Required work | Please repeat the entire listing verbatim and keep the pictures out.

###

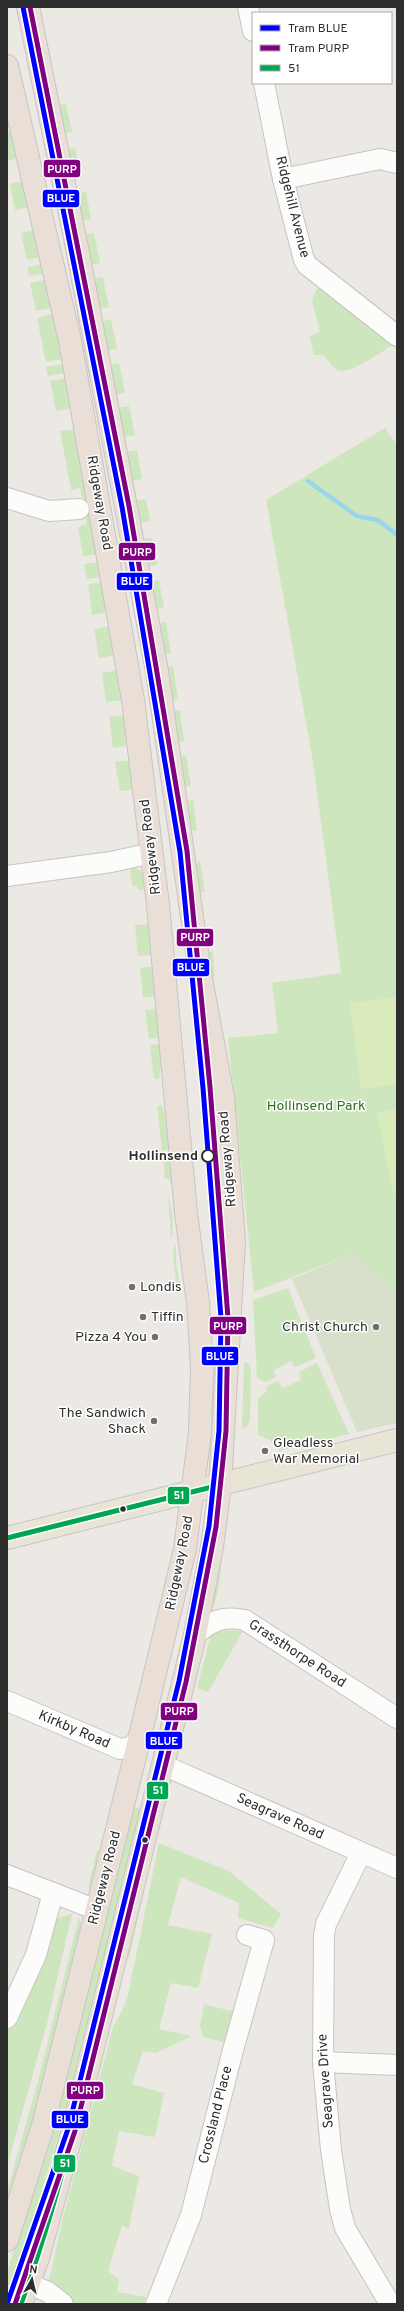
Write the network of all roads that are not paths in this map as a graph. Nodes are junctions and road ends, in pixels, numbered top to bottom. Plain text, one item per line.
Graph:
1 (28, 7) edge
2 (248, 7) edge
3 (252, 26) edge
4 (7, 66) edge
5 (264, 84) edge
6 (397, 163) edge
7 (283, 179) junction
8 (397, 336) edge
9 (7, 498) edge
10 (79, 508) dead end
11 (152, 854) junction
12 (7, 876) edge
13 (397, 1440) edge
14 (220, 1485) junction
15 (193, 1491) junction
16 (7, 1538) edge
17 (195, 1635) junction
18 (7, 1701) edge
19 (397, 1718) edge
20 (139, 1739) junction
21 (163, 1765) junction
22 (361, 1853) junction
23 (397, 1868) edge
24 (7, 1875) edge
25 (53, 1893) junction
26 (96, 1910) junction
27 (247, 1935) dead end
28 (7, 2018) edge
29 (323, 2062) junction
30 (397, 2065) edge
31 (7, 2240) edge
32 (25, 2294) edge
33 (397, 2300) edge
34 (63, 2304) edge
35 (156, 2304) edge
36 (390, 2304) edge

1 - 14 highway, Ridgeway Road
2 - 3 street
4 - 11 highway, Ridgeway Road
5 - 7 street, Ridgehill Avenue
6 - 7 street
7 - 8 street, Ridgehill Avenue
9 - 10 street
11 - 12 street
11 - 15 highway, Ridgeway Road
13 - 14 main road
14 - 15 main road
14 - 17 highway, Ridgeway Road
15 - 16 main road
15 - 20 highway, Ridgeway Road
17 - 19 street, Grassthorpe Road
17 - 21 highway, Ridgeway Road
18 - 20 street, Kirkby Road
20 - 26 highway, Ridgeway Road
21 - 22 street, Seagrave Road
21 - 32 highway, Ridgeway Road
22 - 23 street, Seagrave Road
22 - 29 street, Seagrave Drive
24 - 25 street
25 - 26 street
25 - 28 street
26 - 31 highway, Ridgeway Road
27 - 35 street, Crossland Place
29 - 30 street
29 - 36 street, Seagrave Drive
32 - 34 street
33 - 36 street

###

Result for this task |
Write the network of all roads that are not paths in this map as a graph. Nodes are junctions and road ends, in pixels, numbered top to bottom. Plain text, one item per line.
Graph:
1 (28, 7) edge
2 (248, 7) edge
3 (252, 26) edge
4 (7, 66) edge
5 (264, 84) edge
6 (397, 163) edge
7 (283, 179) junction
8 (397, 336) edge
9 (7, 498) edge
10 (79, 508) dead end
11 (152, 854) junction
12 (7, 876) edge
13 (397, 1440) edge
14 (220, 1485) junction
15 (193, 1491) junction
16 (7, 1538) edge
17 (195, 1635) junction
18 (7, 1701) edge
19 (397, 1718) edge
20 (139, 1739) junction
21 (163, 1765) junction
22 (361, 1853) junction
23 (397, 1868) edge
24 (7, 1875) edge
25 (53, 1893) junction
26 (96, 1910) junction
27 (247, 1935) dead end
28 (7, 2018) edge
29 (323, 2062) junction
30 (397, 2065) edge
31 (7, 2240) edge
32 (25, 2294) edge
33 (397, 2300) edge
34 (63, 2304) edge
35 (156, 2304) edge
36 (390, 2304) edge

1 - 14 highway, Ridgeway Road
2 - 3 street
4 - 11 highway, Ridgeway Road
5 - 7 street, Ridgehill Avenue
6 - 7 street
7 - 8 street, Ridgehill Avenue
9 - 10 street
11 - 12 street
11 - 15 highway, Ridgeway Road
13 - 14 main road
14 - 15 main road
14 - 17 highway, Ridgeway Road
15 - 16 main road
15 - 20 highway, Ridgeway Road
17 - 19 street, Grassthorpe Road
17 - 21 highway, Ridgeway Road
18 - 20 street, Kirkby Road
20 - 26 highway, Ridgeway Road
21 - 22 street, Seagrave Road
21 - 32 highway, Ridgeway Road
22 - 23 street, Seagrave Road
22 - 29 street, Seagrave Drive
24 - 25 street
25 - 26 street
25 - 28 street
26 - 31 highway, Ridgeway Road
27 - 35 street, Crossland Place
29 - 30 street
29 - 36 street, Seagrave Drive
32 - 34 street
33 - 36 street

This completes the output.